Although the study has made valuable contributions to the EM literature, this study suffers from limitations. First, this study has been conducted exclusively within the context of newly listed firms in Vietnam, focusing solely on non-financial firms. Moreover, only one dimension of firm performance has been considered. Hence, other proxies of firm performance may also be used in future studies. Second, the existence of endogeneity can be found in the study of earnings management and firm performance. Despite our efforts to address this issue by utilizing alternative measurements of AEM and employing robust statistical techniques, the potential for endogeneity remains a concern. Consequently, readers are advised to interpret our findings with care, acknowledging the potential constraints that endogeneity poses on the internal validity of our research. For future research, to tackle this issue, extending the time frame could be beneficial, allowing for the application of dynamic endogeneity through the incorporation of specific lag periods. Finally, this study employs a dummy variable as the sole measure of gender diversity. In line with Zalata et al. (2021), it’s worth noting that certain characteristics and skills of female members on BOD may influence their effectiveness in monitoring earnings management.

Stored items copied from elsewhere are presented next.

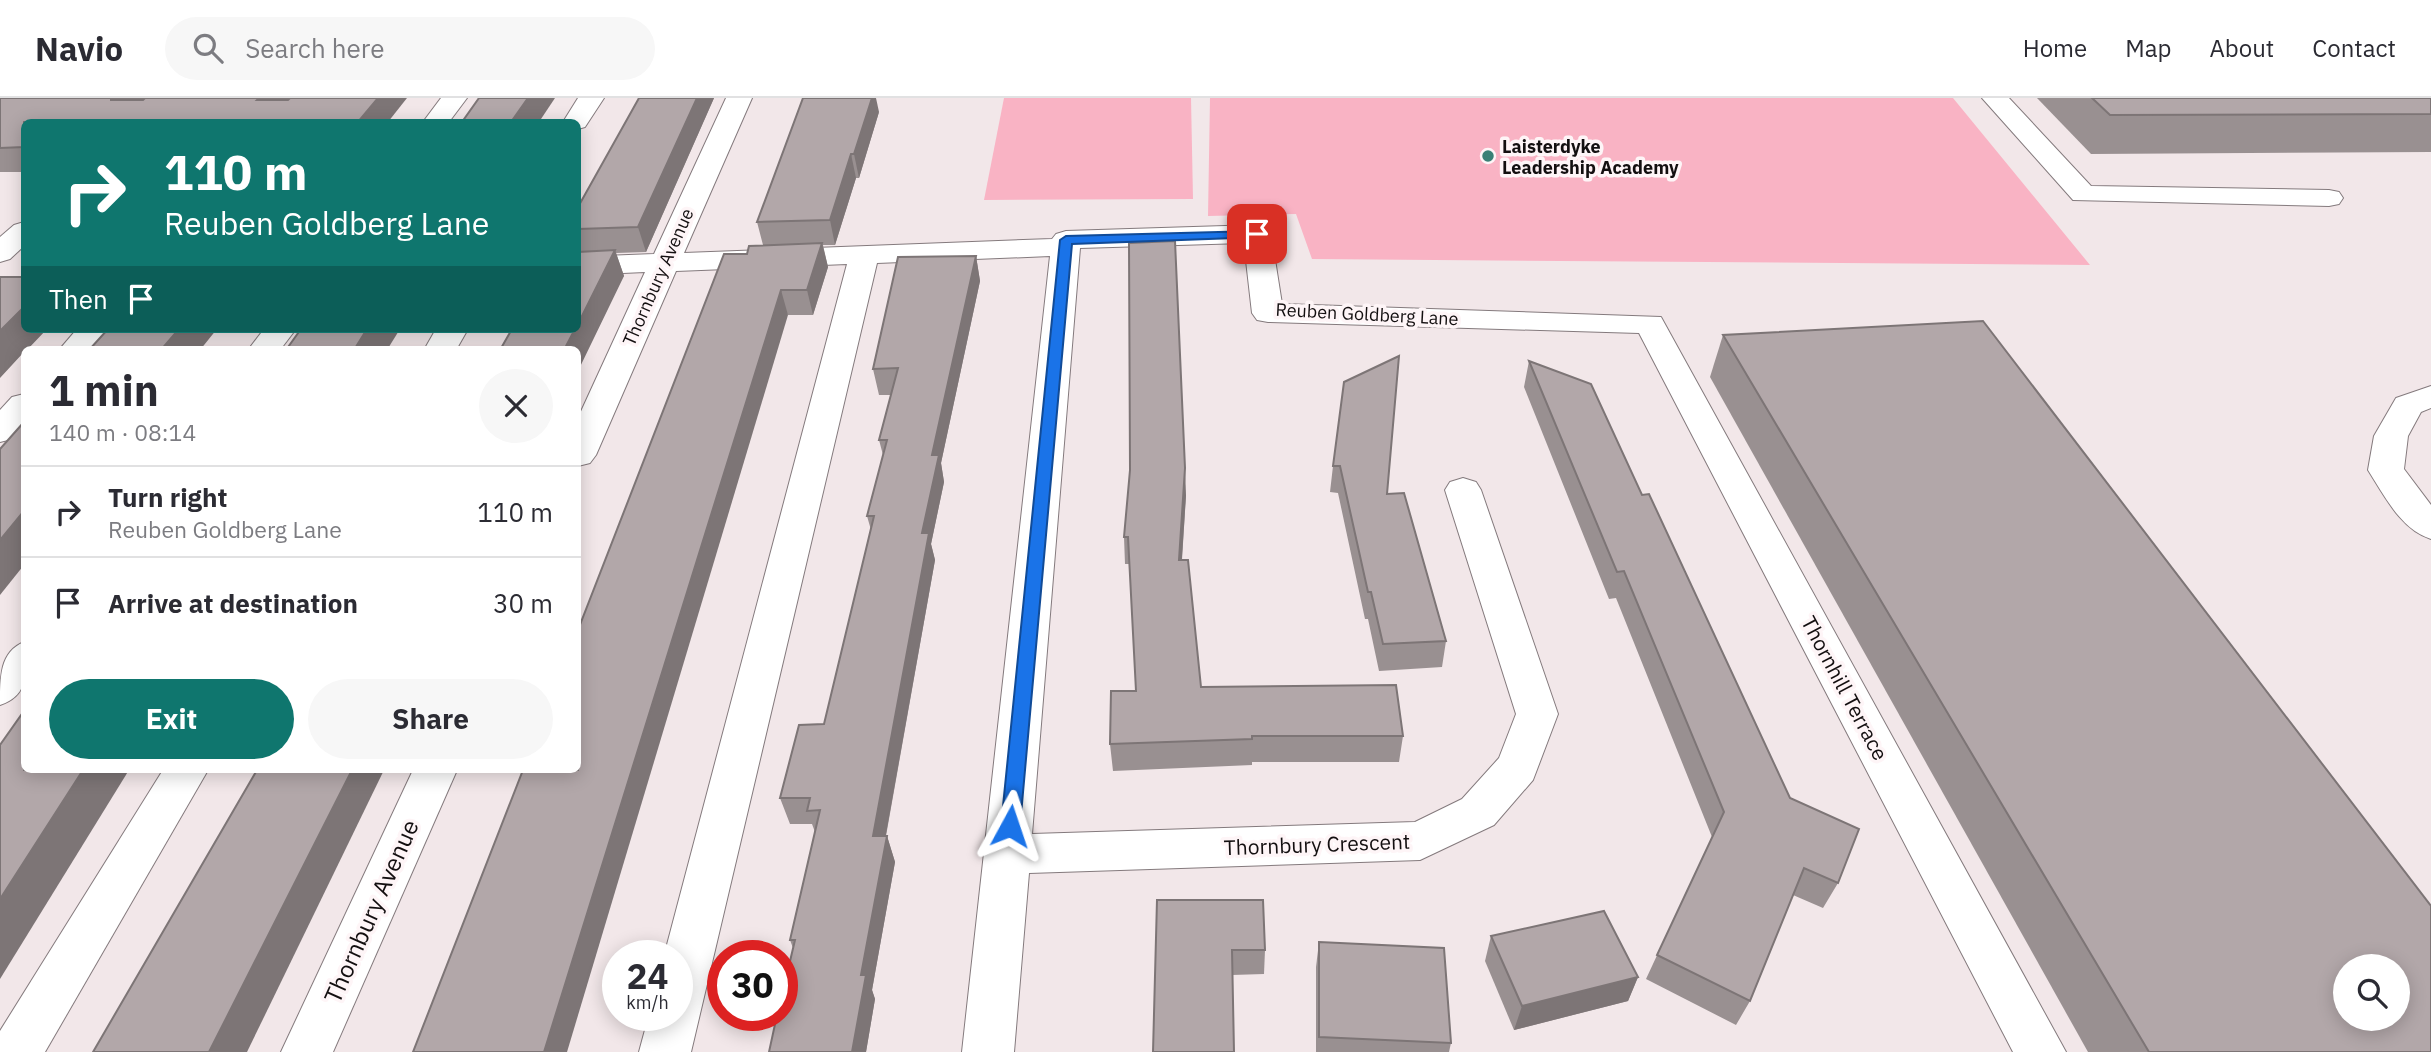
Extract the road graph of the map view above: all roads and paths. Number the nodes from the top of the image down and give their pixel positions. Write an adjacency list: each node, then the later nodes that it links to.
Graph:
1 (454, 98): 5 (street)
2 (591, 98): 6 (street)
3 (739, 98): 12 (street, Thornbury Avenue)
4 (1995, 98): 7 (street)
5 (438, 119)
6 (578, 119)
7 (2329, 198)
8 (21, 233): 10 (street)
9 (1065, 244): 11 (street); 14 (street, Reuben Goldberg Lane); 27 (street)
10 (0, 253)
11 (864, 255): 12 (street); 28 (street)
12 (665, 263): 13 (street); 20 (street, Thornbury Avenue)
13 (581, 267)
14 (1650, 324): 34 (street, Thornhill Terrace)
15 (90, 333): 16 (street)
16 (79, 346)
17 (2431, 396): 22 (street)
18 (21, 407): 19 (street)
19 (0, 431)
20 (581, 448)
21 (1463, 490): 27 (street, Thornbury Crescent)
22 (2431, 526)
23 (21, 661): 24 (street)
24 (0, 688)
25 (185, 773): 30 (street)
26 (434, 773): 31 (street, Thornbury Avenue)
27 (1007, 854): 33 (street)
28 (693, 940)
29 (670, 1031): 32 (street)
30 (16, 1052)
31 (307, 1052)
32 (665, 1052)
33 (988, 1052)
34 (2040, 1052)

Thus, further research can investigate these aspects.
Footnotes
Funding
The author disclosed receipt of the following financial support for the research, authorship, and/or publication of this article: This research is funded by National Economics University, Hanoi, Vietnam
Declaration of Conflicting Interests
The author declared no potential conflicts of interest with respect to the research, authorship, and/or publication of this article.
Data Availability Statement
Data sharing not applicable to this article as no datasets were generated or analyzed during the current study.